PROBLEM REQUIREMENTS
Every line of the data that includes "Rómahegyi" should be copied out.

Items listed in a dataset
----------------------------------------
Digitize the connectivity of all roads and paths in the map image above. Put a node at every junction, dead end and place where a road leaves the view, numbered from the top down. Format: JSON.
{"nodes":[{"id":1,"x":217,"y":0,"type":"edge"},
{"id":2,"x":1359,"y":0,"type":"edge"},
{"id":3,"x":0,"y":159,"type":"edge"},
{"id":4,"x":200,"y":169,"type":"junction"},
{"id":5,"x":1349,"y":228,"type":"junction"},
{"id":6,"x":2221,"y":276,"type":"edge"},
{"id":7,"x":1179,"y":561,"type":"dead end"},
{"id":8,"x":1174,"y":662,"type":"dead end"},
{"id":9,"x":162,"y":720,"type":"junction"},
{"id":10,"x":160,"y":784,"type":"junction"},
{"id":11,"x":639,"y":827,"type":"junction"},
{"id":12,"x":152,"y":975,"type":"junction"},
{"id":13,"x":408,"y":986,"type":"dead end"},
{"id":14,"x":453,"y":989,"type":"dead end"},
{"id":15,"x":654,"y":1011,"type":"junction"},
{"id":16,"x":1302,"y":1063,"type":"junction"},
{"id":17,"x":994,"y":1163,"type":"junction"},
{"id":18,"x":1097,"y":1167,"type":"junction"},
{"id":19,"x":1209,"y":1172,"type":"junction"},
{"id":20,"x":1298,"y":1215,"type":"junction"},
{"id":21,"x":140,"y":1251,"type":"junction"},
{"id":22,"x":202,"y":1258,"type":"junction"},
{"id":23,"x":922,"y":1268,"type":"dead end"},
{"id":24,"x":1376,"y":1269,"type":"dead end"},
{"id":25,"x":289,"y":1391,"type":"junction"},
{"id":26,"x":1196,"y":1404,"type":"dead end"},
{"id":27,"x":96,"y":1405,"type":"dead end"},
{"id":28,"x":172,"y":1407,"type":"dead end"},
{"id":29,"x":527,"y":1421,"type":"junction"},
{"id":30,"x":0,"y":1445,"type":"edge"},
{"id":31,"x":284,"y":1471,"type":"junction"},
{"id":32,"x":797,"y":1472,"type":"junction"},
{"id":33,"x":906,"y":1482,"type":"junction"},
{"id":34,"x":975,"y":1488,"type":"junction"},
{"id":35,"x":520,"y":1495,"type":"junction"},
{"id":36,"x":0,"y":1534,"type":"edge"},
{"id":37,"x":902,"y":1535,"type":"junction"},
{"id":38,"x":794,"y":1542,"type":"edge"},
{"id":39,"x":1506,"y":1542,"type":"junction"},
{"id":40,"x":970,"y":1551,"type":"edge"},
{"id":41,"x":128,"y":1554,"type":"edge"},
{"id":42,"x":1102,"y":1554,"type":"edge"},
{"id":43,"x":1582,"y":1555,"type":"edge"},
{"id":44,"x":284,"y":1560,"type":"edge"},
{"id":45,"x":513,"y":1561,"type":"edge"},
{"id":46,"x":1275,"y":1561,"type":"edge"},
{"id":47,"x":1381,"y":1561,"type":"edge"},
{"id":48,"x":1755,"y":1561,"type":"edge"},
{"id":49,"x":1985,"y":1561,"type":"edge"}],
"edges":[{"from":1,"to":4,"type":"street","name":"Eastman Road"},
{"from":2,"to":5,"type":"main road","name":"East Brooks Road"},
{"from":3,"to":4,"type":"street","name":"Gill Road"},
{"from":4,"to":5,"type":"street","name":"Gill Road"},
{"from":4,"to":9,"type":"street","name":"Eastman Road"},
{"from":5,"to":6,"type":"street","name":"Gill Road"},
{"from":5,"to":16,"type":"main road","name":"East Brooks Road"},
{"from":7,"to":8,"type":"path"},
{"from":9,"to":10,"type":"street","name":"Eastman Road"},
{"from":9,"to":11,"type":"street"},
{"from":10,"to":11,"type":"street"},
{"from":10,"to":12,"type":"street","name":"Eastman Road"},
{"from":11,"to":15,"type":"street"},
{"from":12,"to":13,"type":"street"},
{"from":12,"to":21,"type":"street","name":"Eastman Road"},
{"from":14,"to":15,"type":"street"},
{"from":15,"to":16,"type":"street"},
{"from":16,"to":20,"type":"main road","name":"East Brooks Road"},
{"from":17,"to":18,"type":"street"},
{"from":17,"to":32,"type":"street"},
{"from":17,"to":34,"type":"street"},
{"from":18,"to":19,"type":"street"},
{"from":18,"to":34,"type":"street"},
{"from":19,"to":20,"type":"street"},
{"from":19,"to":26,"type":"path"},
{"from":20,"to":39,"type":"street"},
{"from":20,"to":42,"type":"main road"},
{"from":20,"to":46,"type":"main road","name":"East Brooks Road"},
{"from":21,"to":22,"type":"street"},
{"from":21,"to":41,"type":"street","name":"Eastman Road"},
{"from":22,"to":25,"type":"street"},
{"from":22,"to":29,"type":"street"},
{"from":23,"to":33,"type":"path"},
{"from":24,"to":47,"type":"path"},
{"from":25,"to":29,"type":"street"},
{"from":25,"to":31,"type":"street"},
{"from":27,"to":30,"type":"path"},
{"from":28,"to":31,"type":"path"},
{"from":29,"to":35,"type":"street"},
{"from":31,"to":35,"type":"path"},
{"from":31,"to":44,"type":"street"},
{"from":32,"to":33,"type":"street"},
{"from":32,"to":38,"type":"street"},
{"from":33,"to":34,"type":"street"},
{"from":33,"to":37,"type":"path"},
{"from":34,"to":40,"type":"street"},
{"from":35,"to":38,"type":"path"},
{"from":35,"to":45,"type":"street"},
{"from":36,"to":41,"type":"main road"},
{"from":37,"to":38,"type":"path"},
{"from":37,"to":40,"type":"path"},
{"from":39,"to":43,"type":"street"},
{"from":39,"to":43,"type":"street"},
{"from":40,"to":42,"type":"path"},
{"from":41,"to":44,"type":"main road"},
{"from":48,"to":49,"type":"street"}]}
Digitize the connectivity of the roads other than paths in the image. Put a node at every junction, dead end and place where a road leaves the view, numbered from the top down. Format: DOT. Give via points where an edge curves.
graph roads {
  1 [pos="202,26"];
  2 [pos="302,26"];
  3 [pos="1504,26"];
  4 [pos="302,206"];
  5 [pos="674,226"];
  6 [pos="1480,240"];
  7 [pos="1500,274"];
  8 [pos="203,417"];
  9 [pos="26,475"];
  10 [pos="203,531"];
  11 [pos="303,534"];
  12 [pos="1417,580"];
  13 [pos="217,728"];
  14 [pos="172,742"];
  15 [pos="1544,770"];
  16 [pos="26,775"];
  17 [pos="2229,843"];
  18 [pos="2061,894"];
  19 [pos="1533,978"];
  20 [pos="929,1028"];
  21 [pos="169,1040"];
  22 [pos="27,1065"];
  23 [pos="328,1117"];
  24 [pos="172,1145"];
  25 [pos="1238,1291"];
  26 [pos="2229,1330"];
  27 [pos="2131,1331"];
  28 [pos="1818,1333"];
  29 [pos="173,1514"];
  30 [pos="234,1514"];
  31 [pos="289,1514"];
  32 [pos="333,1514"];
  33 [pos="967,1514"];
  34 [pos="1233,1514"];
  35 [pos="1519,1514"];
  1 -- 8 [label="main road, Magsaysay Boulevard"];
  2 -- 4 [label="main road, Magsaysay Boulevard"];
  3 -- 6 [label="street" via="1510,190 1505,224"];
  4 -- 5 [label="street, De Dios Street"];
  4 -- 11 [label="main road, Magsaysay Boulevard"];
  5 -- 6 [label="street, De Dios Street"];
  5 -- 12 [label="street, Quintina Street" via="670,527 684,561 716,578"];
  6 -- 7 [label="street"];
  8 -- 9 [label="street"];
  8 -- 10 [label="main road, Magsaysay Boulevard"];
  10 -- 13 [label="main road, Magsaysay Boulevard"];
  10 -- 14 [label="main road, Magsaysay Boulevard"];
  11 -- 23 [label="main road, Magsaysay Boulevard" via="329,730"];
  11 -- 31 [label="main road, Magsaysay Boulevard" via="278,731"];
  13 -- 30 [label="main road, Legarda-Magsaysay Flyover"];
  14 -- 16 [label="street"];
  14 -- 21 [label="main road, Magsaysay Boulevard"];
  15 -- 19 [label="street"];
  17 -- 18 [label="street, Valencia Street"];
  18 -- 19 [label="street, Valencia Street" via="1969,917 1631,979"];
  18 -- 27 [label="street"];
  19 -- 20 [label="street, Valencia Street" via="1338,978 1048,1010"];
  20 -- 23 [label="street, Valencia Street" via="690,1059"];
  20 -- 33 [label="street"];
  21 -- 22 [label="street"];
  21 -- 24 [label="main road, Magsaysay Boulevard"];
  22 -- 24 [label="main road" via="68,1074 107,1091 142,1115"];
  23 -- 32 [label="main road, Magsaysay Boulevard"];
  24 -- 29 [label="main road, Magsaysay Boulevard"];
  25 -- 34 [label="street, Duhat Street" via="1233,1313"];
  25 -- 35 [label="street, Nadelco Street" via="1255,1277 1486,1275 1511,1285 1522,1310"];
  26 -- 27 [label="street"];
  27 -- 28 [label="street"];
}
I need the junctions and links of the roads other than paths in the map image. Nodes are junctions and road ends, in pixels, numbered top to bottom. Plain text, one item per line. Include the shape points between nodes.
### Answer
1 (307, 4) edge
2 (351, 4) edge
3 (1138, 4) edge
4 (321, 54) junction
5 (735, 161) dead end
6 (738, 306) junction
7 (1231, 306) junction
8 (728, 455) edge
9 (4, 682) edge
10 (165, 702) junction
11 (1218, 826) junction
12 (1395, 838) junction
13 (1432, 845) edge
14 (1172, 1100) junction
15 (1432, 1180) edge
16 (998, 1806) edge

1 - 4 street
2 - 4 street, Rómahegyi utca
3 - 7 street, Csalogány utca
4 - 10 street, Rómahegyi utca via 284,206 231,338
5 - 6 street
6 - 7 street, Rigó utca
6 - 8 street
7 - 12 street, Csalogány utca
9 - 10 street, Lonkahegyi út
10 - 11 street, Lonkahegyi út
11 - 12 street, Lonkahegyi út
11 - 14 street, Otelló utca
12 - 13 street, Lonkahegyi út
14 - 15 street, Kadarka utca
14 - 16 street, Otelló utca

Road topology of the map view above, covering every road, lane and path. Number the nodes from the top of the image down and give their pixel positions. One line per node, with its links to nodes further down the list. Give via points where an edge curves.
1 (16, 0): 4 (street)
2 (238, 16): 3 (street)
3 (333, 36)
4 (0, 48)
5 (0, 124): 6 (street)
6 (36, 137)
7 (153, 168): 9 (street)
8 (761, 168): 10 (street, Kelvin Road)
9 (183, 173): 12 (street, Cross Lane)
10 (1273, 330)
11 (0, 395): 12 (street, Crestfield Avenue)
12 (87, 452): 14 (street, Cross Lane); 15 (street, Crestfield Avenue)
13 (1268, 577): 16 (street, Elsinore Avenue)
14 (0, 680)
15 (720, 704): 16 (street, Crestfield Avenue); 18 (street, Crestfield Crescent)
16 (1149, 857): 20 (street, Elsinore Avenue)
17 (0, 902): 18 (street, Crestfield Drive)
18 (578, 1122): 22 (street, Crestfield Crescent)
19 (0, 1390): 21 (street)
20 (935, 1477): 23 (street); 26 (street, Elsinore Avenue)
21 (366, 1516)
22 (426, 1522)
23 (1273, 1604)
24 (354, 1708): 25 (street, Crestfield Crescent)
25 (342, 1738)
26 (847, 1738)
----------------------------------------
RESULT
2 - 4 street, Rómahegyi utca
4 - 10 street, Rómahegyi utca via 284,206 231,338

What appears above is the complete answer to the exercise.